Timeless top 10 best practices for great government websites

Better websites. Better government.
Feb 9, 2024
A vintage blue clipboard distributed by the WebContent.gov team in the 2000s. A tagline, Your Guide to Managing Government Websites, is followed by a list of the top 10 best practices for great government websites.

As the saying goes, the more things change, the more they stay the same.

Digital.gov — celebrating its 10th anniversary on February 14, 2024 — used to be called WebContent.gov. In the mid-2000s, the WebContent.gov team published the top 10 best practices for great government websites. In those days, they printed this list on a clipboard so every web manager across the government could have it at their fingertips, on their desks.

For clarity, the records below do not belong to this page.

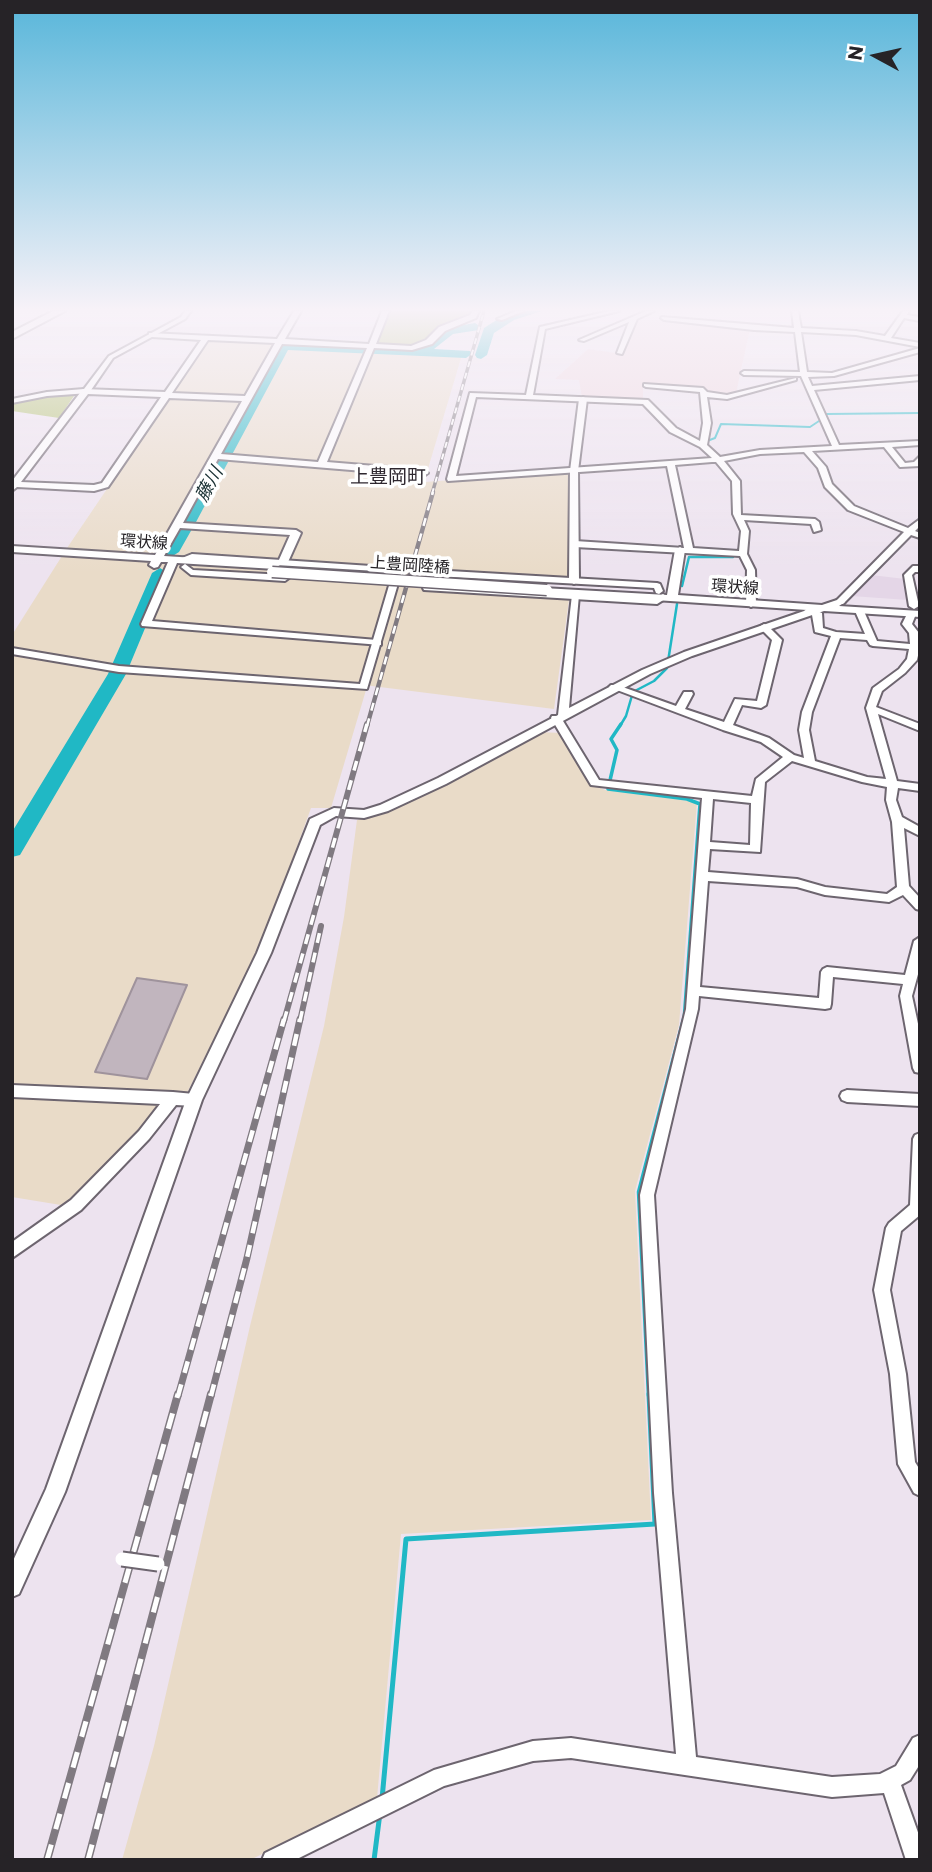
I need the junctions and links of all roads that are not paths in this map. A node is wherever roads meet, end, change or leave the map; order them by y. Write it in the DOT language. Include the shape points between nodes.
graph roads {
  1 [pos="80,398"];
  2 [pos="164,398"];
  3 [pos="234,398"];
  4 [pos="349,398"];
  5 [pos="472,398"];
  6 [pos="566,398"];
  7 [pos="704,398"];
  8 [pos="814,398"];
  9 [pos="247,399"];
  10 [pos="583,399"];
  11 [pos="920,443"];
  12 [pos="885,444"];
  13 [pos="703,445"];
  14 [pos="836,446"];
  15 [pos="806,450"];
  16 [pos="215,456"];
  17 [pos="920,458"];
  18 [pos="718,459"];
  19 [pos="671,464"];
  20 [pos="321,466"];
  21 [pos="574,471"];
  22 [pos="424,473"];
  23 [pos="13,485"];
  24 [pos="738,517"];
  25 [pos="920,521"];
  26 [pos="177,525"];
  27 [pos="817,530"];
  28 [pos="909,532"];
  29 [pos="920,536"];
  30 [pos="575,544"];
  31 [pos="12,549"];
  32 [pos="684,551"];
  33 [pos="743,554"];
  34 [pos="12,556"];
  35 [pos="156,562"];
  36 [pos="178,563"];
  37 [pos="275,569"];
  38 [pos="920,569"];
  39 [pos="573,581"];
  40 [pos="393,585"];
  41 [pos="547,587"];
  42 [pos="667,594"];
  43 [pos="575,597"];
  44 [pos="751,600"];
  45 [pos="840,602"];
  46 [pos="814,610"];
  47 [pos="916,610"];
  48 [pos="860,611"];
  49 [pos="764,627"];
  50 [pos="836,635"];
  51 [pos="870,637"];
  52 [pos="377,643"];
  53 [pos="915,647"];
  54 [pos="12,652"];
  55 [pos="614,687"];
  56 [pos="688,694"];
  57 [pos="871,708"];
  58 [pos="679,710"];
  59 [pos="559,716"];
  60 [pos="727,728"];
  61 [pos="920,729"];
  62 [pos="790,757"];
  63 [pos="810,764"];
  64 [pos="892,785"];
  65 [pos="920,788"];
  66 [pos="708,796"];
  67 [pos="757,800"];
  68 [pos="897,819"];
  69 [pos="920,831"];
  70 [pos="704,845"];
  71 [pos="701,876"];
  72 [pos="903,887"];
  73 [pos="920,906"];
  74 [pos="920,941"];
  75 [pos="909,980"];
  76 [pos="693,991"];
  77 [pos="920,1068"];
  78 [pos="12,1091"];
  79 [pos="847,1096"];
  80 [pos="173,1098"];
  81 [pos="194,1100"];
  82 [pos="920,1100"];
  83 [pos="920,1139"];
  84 [pos="12,1251"];
  85 [pos="920,1487"];
  86 [pos="122,1559"];
  87 [pos="158,1564"];
  88 [pos="12,1587"];
  89 [pos="920,1745"];
  90 [pos="687,1765"];
  91 [pos="890,1780"];
  92 [pos="272,1860"];
  93 [pos="917,1860"];
  1 -- 23 [label="street"];
  2 -- 23 [label="street" via="101,488"];
  3 -- 9 [label="street"];
  4 -- 20 [label="street"];
  5 -- 21 [label="street" via="451,479"];
  6 -- 10 [label="street"];
  7 -- 13 [label="street" via="707,423"];
  8 -- 14 [label="street"];
  9 -- 16 [label="street"];
  10 -- 13 [label="street" via="645,402 673,430"];
  10 -- 21 [label="street"];
  11 -- 12 [label="street"];
  12 -- 14 [label="street"];
  12 -- 17 [label="street" via="903,465 917,464"];
  13 -- 18 [label="street"];
  14 -- 15 [label="street"];
  15 -- 18 [label="street"];
  15 -- 28 [label="street" via="822,467 828,485 849,506"];
  16 -- 20 [label="street"];
  16 -- 26 [label="street"];
  18 -- 19 [label="street"];
  18 -- 24 [label="street" via="736,481"];
  19 -- 21 [label="street"];
  19 -- 32 [label="street"];
  20 -- 22 [label="street"];
  21 -- 30 [label="street"];
  24 -- 27 [label="street" via="815,522"];
  24 -- 33 [label="street" via="745,531"];
  25 -- 28 [label="street"];
  26 -- 35 [label="street"];
  26 -- 37 [label="street" via="296,533"];
  28 -- 29 [label="street"];
  28 -- 45 [label="street"];
  30 -- 32 [label="street"];
  30 -- 39 [label="street"];
  31 -- 35 [label="street, 環状線"];
  32 -- 33 [label="street"];
  32 -- 42 [label="street"];
  33 -- 44 [label="street" via="751,570"];
  34 -- 35 [label="street, 環状線"];
  35 -- 36 [label="street, 環状線"];
  36 -- 37 [label="street, 環状線"];
  36 -- 52 [label="street" via="146,624"];
  37 -- 40 [label="street"];
  37 -- 40 [label="street" via="398,570"];
  37 -- 41 [label="street, 上豊岡陸橋, bridge"];
  38 -- 47 [label="street" via="908,575"];
  39 -- 42 [label="street" via="657,586"];
  39 -- 43 [label="street" via="432,573 427,588"];
  40 -- 52 [label="street"];
  41 -- 42 [label="street, 環状線"];
  42 -- 43 [label="street" via="657,601"];
  42 -- 44 [label="street, 環状線"];
  43 -- 59 [label="street"];
  44 -- 45 [label="street, 環状線"];
  44 -- 46 [label="street, 環状線"];
  45 -- 46 [label="street"];
  45 -- 47 [label="street, 環状線"];
  46 -- 48 [label="street, 環状線"];
  46 -- 49 [label="street"];
  46 -- 50 [label="street" via="818,630"];
  47 -- 48 [label="street, 環状線"];
  47 -- 53 [label="street" via="907,624 914,633"];
  48 -- 51 [label="street"];
  49 -- 55 [label="street"];
  49 -- 60 [label="street" via="777,640 761,705 739,701"];
  50 -- 51 [label="street"];
  50 -- 63 [label="street" via="807,712 804,730"];
  51 -- 53 [label="street" via="878,645"];
  52 -- 54 [label="street" via="364,687 119,669"];
  53 -- 57 [label="street" via="912,660 877,690"];
  55 -- 58 [label="street"];
  55 -- 59 [label="street"];
  56 -- 58 [label="street"];
  57 -- 61 [label="street"];
  57 -- 64 [label="street"];
  58 -- 60 [label="street"];
  59 -- 66 [label="street" via="595,783"];
  59 -- 81 [label="street" via="384,808 364,814 327,814 315,822 264,954"];
  60 -- 62 [label="street" via="765,740"];
  62 -- 63 [label="street"];
  62 -- 67 [label="street" via="760,781"];
  63 -- 64 [label="street"];
  64 -- 65 [label="street"];
  64 -- 68 [label="street"];
  66 -- 67 [label="street"];
  66 -- 70 [label="street"];
  67 -- 70 [label="street" via="756,849"];
  68 -- 69 [label="street"];
  68 -- 72 [label="street"];
  70 -- 71 [label="street"];
  71 -- 72 [label="street" via="797,883 889,898"];
  71 -- 76 [label="street"];
  72 -- 73 [label="street"];
  74 -- 75 [label="street"];
  75 -- 76 [label="street" via="827,972 825,1004"];
  75 -- 77 [label="street" via="906,996"];
  76 -- 90 [label="street" via="648,1195 666,1532"];
  78 -- 80 [label="street"];
  79 -- 82 [label="street"];
  80 -- 81 [label="street"];
  80 -- 84 [label="street" via="76,1205"];
  81 -- 88 [label="street" via="55,1492"];
  83 -- 85 [label="street" via="917,1208 894,1228 882,1290 898,1374 907,1464"];
  86 -- 87 [label="street, bridge"];
  89 -- 91 [label="street" via="903,1773"];
  90 -- 91 [label="street" via="832,1787"];
  90 -- 92 [label="street" via="571,1748 533,1751 441,1777"];
  91 -- 93 [label="street"];
}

Despite a significant amount of change in federal websites and digital services over the past two decades, the fundamental aspects in how they are managed have remained the same.

Let’s take a look at the constants that persist over time and each best practice — then and now.

1. Meet all federal requirements, policies, and other directives

When this checklist was first published, the overarching policy guiding federal web management was OMB M-05-04 Policies for Federal Agency Public Websites, issued December 17, 2004.

Today, that policy has been updated twice, evolving into OMB M-23-22 Delivering a Digital-First Public Experience. Management practices are more sophisticated, but the core principles remain the same.

2. Have a web governance plan

Twenty years ago, web governance was a new idea, but now the principles of web governance are key to maintaining any digital environment. Web governance is especially important for federal agencies, since a federal website is often the first (or only) contact someone has with a federal agency. So, federal websites must be managed by skilled, knowledgeable people, empowered to publish websites that meet the needs of users.

3. Have an established process for managing content

Content is still king, and agencies continue to struggle with managing the sheer volume of content we publish. Many federal websites have been online for decades, and it’s often much easier to publish something new than it is to clean up what’s already online. A recurring theme in OMB M-23-22 is the need to review and clean up redundant, outdated, or trivial content.

Check out a conversation about content audits to get some ideas that you can incorporate into your content management process.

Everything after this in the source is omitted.